The applicants also complain that the notice was defective in that it did not conform to Section 74 of the Registered Land Act. I have seen the notice and it did not give the applicants 3 months or 45 days redemption notice, nor did it state that if the chargor defaulted, the chargee would appoint a receiver of the income of the charged property or sell the property. I find that the notice dated 12/1/06 raises questions of its validity.

The applicant also alleged that the charge is defective because it made illegal charges on interest rates and was not validly executed as required by Section 109 2(b) of the Registered Land Act. These are substantive issues to be determined at the main hearing. I say so because if Section 109 2(b) had not been complied with, why did the deceased see it fit to start paying the loan. It will be determined whether the applicants can now rely on a technicality to deny their obligations under the charge instrument. It is trite law that a dispute as to the exact amount owed under a charge is not a ground for restraining a lender from exercising its statutory power of sale. The issue of interest would not be a bar to the sale had proper notice been issued.
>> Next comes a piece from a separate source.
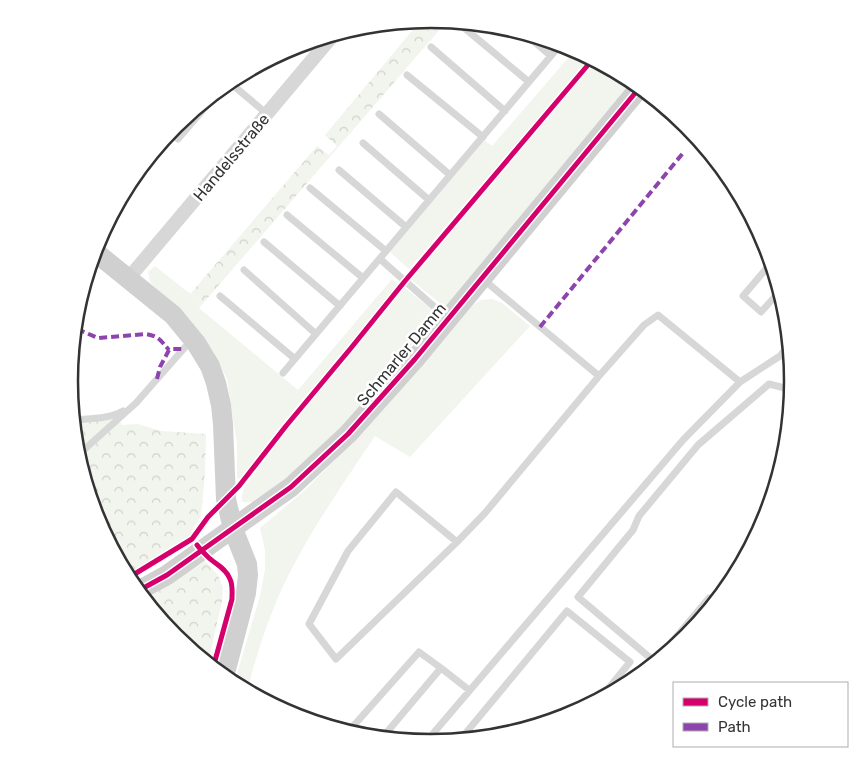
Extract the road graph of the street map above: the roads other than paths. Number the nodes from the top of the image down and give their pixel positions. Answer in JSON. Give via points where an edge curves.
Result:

It is worth noting that this matter has been pending since 2006. The loan was taken way back in 1991 and the chargor defaulted in payment way back in 1992. Even though I have found that the proper notice was not sent to the applicants as required by the law, the applicants are not completely innocent. It was admitted that the loan was obtained and is outstanding as per the accounts taken by their agent, IRAC. For that reason, I will allow the application for interim orders but on terms, that the applicants will be serious with the prosecution of this suit and set it down for hearing as soon as possible. In the result, I grant prayer 3 of the chamber summons dated 3/3/2005 on condition that the applicants deposit Kenyan Shillings Four Million (Kshs.4,000,000/-) in a joint interest earning account, of their counsel and that of the respondent, within 30 days of this ruling, failing which the applicants’ chamber summons stands dismissed with costs. Otherwise, the costs of the application will abide the determination of the suit.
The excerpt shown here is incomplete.